生物信息学和计算机模拟分子模型被广泛用于药物研发中[10]。通过计算模拟药物与蛋白靶点对接方法中最经典软件是AutoDock软件，常被用于小分子药物配体与大分子蛋白受体的对接和虚拟筛选[11]。多数情况下，小分子化合物与靶蛋白相互结合的主要部位是蛋白质上的氨基酸残基，这些氨基酸残基被认为是活性残基。氢键的形成有利于目标化合物更好地占据靶蛋白分子的活性口袋，提高与靶蛋白结合的紧密性[12]。疏水作用力也是小分子与蛋白质相互作用的一种重要方式[13]。我们的结果显示目标化合物与ASCT2蛋白的Ser354具有氢键作用，与Asn52、Ser352、Ala355、Ile431、Pro432具有疏水作用。见图4、图5。

图4 目标化合物与ASCT2活性位点的立体对接图

2.3 目标化合物对肿瘤细胞增殖的抑制作用

采用CCK-8法评价目标化合物的抗肿瘤作用，结果显示目标化合物作用于MYCN扩增神经母细胞瘤kelly细胞48h，IC50值为176.4μmol/L；作用于BE-2C细胞48h，IC50值为421.1μmol/L；作用于NLF细胞48h，IC50值为270.3μmol/L；作用于结肠癌HCT116细胞48h的IC50值为78.2μmol/L；作用于胰腺癌BXPC3细胞48h，IC50值为60.33μmol/L，且随着化合物浓度的增加，细胞的活力逐渐下降，这种抑制作用呈现一定的剂量依赖关系(P均<0.05)，见表1。结果表明目标化合物对不同类型的肿瘤抑制作用差异较大，对结肠癌和胰腺癌较强。

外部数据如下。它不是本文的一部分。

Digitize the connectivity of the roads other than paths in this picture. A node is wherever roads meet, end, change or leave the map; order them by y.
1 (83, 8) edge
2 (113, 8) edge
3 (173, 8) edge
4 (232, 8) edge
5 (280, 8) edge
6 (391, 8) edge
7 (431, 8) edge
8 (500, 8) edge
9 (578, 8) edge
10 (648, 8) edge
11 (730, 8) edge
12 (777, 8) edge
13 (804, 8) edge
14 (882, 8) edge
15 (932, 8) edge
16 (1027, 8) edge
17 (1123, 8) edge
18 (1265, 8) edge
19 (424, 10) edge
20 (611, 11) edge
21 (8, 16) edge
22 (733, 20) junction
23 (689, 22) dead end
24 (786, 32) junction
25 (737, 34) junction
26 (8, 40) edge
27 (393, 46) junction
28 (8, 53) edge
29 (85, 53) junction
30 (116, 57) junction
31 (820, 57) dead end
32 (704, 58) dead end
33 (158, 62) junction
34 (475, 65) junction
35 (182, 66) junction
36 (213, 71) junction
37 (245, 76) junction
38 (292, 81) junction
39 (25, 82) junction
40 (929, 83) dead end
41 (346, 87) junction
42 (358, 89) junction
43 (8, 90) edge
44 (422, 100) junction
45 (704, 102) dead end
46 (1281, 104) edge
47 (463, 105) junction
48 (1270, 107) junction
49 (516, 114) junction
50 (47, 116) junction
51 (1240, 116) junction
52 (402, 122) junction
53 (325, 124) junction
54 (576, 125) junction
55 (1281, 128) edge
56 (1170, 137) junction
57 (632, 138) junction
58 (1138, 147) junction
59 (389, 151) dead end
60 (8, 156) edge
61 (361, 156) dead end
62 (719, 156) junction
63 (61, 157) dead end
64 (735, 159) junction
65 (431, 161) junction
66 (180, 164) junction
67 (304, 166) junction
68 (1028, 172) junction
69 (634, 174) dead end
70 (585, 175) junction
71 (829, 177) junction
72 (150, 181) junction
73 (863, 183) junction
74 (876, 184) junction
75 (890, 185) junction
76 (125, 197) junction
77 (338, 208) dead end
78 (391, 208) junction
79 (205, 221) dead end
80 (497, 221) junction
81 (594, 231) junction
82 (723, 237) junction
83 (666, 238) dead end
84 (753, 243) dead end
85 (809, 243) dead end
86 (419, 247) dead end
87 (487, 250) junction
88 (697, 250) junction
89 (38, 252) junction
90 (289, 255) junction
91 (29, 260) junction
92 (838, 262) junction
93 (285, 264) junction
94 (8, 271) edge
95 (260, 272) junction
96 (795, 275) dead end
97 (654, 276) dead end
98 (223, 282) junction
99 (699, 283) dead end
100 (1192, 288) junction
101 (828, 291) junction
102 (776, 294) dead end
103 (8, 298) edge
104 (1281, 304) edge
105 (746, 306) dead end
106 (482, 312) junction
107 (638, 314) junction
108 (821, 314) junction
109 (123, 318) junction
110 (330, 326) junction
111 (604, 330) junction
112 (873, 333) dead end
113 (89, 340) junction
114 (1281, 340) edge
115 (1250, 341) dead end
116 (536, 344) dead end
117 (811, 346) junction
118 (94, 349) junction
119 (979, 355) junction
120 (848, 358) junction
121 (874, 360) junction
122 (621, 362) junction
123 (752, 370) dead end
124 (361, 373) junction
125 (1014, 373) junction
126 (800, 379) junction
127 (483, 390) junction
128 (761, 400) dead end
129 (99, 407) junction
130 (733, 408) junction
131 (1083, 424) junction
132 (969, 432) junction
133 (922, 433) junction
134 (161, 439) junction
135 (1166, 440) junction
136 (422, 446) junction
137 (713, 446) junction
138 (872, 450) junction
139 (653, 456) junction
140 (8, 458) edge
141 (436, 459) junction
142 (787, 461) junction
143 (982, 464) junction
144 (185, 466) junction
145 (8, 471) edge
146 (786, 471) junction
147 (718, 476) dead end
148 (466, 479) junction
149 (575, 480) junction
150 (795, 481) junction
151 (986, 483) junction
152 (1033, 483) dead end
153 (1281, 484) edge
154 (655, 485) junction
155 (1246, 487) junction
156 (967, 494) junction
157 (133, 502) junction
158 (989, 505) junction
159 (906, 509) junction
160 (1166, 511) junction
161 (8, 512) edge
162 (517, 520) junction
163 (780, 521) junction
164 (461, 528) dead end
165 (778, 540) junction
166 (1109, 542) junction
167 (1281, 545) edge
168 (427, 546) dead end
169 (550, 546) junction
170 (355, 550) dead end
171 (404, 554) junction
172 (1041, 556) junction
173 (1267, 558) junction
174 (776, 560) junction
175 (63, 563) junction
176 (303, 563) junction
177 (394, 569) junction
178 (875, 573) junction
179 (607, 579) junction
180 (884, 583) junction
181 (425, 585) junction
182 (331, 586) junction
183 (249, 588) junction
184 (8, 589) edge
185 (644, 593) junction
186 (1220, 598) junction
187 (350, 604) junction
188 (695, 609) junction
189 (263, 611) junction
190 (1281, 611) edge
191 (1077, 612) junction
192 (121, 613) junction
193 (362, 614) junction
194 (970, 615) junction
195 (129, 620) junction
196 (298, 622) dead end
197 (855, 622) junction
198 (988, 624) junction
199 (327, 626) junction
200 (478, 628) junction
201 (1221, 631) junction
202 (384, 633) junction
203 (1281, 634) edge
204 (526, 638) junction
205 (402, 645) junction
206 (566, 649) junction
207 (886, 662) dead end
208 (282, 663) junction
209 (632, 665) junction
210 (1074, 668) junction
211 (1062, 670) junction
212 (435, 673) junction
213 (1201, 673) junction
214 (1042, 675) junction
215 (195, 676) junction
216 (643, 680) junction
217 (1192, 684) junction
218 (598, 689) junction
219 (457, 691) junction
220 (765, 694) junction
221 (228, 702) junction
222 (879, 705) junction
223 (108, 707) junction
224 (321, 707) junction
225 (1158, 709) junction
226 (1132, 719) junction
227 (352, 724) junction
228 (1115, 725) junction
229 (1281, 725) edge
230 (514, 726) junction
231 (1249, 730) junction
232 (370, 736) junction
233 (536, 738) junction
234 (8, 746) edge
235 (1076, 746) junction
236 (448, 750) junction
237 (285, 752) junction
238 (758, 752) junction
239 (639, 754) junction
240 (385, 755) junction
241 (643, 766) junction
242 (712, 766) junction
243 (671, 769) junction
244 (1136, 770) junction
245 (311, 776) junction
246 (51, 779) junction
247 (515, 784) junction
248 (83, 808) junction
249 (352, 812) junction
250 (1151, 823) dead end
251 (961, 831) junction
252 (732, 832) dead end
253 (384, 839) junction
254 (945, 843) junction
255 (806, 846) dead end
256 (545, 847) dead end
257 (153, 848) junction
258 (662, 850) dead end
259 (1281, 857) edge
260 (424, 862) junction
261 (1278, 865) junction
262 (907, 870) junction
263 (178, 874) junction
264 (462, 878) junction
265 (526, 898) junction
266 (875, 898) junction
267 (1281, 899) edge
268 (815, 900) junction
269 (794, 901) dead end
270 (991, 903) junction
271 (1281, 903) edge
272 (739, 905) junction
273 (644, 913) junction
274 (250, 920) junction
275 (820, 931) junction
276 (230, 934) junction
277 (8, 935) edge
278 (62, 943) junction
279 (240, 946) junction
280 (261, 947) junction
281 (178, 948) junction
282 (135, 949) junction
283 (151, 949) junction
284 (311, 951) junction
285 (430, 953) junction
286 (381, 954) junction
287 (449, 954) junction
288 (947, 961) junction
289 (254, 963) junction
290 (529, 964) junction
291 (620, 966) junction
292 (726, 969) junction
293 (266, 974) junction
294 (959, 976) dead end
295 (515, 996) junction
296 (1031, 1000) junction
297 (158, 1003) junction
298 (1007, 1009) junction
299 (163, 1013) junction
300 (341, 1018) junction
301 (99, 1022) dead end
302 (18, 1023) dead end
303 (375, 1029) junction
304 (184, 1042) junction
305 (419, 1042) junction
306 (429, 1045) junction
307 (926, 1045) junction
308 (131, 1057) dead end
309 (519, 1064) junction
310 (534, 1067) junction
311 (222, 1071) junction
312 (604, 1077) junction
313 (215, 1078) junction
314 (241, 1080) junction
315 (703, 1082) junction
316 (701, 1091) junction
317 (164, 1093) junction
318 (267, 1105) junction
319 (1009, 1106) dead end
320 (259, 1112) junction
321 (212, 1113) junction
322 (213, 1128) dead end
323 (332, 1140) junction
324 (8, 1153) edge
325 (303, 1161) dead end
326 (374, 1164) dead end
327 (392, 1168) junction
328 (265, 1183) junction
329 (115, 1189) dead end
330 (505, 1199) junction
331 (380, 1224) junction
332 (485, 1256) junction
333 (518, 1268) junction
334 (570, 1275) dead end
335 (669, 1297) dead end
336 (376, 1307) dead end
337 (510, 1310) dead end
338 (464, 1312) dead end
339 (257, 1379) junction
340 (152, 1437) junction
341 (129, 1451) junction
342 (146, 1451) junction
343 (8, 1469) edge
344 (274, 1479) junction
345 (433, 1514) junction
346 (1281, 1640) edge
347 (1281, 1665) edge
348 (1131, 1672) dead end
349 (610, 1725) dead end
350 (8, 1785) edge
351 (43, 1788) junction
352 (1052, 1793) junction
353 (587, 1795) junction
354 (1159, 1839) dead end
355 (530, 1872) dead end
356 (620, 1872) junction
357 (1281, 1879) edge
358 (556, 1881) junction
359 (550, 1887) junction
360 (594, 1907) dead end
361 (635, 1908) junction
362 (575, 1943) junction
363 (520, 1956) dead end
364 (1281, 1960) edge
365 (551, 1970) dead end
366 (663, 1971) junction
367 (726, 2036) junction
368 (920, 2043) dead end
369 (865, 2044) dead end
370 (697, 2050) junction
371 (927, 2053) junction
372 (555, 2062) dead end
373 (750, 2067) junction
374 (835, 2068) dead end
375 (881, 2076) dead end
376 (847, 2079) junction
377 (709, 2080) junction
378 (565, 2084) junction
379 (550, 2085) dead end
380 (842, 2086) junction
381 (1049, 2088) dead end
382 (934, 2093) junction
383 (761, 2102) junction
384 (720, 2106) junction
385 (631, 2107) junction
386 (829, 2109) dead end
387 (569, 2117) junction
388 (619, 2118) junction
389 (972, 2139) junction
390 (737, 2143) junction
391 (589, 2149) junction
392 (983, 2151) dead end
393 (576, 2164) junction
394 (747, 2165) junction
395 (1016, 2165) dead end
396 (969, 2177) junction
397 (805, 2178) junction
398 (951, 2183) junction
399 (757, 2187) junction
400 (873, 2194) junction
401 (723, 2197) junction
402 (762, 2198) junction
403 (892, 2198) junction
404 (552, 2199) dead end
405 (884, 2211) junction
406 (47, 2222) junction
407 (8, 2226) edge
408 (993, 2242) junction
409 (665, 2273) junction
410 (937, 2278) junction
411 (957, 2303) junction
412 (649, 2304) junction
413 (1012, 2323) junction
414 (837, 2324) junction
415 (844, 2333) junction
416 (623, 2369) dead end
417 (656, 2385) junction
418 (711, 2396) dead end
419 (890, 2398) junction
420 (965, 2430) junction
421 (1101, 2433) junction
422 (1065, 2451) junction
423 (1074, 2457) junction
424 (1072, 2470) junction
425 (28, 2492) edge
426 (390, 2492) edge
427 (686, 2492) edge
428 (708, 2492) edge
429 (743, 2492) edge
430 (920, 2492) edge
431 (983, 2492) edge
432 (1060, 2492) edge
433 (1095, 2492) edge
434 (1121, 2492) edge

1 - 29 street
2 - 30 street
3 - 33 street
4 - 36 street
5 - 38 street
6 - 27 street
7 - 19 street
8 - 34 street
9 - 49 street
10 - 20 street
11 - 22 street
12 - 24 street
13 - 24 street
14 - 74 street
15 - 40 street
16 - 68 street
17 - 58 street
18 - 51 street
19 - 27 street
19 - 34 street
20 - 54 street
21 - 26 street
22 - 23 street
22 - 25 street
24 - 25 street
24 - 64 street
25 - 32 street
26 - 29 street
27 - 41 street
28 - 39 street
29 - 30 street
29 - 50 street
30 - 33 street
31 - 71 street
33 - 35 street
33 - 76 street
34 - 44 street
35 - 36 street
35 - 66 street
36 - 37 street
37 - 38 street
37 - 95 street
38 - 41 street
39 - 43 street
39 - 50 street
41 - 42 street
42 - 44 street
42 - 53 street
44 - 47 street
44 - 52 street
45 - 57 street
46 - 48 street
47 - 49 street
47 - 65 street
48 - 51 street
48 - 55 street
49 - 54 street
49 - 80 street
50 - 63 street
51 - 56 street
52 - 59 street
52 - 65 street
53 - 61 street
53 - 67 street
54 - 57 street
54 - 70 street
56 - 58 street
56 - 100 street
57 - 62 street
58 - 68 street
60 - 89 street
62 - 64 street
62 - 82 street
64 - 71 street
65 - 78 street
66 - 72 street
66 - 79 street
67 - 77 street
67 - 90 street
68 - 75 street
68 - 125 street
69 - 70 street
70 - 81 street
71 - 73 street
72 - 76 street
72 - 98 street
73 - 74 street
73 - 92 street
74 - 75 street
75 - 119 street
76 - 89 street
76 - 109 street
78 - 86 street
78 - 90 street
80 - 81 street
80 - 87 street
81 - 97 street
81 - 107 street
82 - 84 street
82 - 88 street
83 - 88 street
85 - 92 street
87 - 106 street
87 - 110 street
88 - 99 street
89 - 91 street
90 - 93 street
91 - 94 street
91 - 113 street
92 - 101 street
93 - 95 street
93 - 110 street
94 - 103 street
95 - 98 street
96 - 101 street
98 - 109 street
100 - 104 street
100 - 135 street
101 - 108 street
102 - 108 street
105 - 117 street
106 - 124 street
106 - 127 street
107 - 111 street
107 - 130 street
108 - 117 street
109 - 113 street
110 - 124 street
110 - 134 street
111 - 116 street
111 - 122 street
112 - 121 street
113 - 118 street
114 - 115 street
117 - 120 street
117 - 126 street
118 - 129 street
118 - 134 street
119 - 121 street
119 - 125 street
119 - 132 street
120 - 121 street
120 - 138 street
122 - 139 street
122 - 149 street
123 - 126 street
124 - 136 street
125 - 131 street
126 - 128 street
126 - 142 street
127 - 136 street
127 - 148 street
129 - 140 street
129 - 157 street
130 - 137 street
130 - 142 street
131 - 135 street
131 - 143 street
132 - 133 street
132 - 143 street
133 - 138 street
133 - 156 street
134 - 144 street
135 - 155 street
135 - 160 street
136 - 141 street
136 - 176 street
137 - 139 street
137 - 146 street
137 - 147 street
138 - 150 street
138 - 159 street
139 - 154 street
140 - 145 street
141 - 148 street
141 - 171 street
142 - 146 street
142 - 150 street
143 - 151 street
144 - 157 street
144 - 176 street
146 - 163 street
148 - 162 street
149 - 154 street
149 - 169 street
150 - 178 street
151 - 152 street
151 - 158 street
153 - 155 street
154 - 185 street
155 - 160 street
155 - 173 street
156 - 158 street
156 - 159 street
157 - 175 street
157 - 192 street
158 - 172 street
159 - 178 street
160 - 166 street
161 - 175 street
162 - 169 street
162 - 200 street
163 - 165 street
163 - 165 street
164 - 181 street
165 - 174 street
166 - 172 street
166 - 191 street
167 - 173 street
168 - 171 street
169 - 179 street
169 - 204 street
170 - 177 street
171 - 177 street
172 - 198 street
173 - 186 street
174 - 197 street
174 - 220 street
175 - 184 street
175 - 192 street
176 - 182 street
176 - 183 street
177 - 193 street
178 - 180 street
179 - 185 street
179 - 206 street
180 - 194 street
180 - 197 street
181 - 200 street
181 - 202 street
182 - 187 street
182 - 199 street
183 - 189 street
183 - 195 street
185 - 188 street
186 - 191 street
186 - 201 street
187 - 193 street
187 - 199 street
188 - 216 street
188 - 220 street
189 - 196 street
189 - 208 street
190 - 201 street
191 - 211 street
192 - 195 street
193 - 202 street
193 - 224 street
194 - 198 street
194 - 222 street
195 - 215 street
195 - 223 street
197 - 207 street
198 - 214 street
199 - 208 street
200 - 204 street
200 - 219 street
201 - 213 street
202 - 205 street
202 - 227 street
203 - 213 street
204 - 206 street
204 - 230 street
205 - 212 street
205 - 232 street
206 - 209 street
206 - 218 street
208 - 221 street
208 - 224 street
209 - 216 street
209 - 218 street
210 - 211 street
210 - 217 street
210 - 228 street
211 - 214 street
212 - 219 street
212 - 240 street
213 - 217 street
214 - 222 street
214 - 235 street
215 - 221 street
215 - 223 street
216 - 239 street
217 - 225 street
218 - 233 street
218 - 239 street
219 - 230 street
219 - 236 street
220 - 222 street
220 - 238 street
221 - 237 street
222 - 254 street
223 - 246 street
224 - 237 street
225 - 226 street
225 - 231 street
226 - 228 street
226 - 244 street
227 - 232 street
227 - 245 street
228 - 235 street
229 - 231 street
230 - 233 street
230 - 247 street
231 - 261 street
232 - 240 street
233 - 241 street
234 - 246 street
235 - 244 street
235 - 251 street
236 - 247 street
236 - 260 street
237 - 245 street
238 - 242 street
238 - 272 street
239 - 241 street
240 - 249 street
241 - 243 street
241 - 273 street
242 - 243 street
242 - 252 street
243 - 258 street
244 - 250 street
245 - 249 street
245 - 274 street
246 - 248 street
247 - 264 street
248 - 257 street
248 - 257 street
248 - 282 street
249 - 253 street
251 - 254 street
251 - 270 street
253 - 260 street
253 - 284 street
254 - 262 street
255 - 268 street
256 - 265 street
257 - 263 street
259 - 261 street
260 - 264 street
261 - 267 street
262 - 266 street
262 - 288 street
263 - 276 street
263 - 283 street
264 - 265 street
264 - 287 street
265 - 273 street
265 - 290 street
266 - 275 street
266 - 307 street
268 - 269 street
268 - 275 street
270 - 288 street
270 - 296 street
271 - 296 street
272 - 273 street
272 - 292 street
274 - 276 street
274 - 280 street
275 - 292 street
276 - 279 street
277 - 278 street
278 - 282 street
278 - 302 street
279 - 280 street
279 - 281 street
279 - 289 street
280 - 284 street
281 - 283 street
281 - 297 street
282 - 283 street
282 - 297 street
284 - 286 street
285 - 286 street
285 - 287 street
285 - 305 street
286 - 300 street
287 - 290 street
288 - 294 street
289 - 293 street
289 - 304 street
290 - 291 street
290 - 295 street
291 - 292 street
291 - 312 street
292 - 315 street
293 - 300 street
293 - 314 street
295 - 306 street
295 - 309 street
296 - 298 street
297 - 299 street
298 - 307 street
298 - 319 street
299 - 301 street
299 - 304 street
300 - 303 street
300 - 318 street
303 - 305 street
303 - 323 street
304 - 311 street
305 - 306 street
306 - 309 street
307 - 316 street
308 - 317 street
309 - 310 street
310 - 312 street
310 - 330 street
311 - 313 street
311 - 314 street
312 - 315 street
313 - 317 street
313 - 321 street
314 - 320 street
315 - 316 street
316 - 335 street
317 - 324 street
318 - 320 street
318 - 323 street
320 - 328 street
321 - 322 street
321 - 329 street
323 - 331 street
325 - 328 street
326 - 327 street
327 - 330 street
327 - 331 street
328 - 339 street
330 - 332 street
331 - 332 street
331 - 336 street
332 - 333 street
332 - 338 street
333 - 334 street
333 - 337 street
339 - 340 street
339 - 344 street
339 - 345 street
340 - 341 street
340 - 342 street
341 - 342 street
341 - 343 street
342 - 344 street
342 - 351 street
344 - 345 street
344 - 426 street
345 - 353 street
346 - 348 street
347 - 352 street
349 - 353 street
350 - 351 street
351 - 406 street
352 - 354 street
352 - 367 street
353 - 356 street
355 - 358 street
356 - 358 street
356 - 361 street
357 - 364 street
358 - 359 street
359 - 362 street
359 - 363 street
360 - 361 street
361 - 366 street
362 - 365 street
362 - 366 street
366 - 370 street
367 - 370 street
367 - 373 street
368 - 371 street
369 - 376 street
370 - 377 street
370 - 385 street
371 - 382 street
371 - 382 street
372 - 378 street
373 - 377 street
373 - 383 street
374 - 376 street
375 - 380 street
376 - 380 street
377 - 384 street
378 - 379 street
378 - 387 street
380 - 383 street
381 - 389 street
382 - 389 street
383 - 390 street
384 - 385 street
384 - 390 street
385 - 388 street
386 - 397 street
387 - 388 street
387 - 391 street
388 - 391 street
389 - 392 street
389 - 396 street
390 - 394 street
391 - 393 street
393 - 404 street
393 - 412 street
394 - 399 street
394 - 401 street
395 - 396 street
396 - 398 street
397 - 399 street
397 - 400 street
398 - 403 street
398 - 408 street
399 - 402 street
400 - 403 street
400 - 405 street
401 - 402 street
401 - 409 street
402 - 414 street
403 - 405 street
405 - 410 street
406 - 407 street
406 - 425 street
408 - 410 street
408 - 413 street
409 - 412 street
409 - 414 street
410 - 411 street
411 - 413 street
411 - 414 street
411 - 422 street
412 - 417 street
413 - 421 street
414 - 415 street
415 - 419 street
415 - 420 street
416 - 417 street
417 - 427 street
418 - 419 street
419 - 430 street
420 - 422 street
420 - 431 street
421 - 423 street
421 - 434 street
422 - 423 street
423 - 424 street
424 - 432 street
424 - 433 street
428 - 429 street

表1 不同浓度目标化合物作用肿瘤细胞后细胞存活率比较

3 讨 论

通过酮与伯胺结构化学物反应生成具有亚胺结构的目标化合物，其结构经过核磁氢谱和碳谱表征确证。进一步计算机模拟目标化合物与ASCT2的相互作用，结果表明，目标化合物能够深入到ASCT2蛋白的活性口袋中，并与活性口袋周围的氨基酸残基形成氢键，具有潜在ASCT2抑制活性；CCK-8结果显示目标化合物对肿瘤细胞具有一定的抑制作用。综上所述，目标化合物可能通过与ASCT2结合，抑制其谷氨酰胺的转运活性，发挥抗肿瘤作用，但是其抗肿瘤活性不高，可能与结合有关，因此，后续还需把合成的目标化合物结构进行优化，继续研究其靶向ASCT2的特异性和有效性。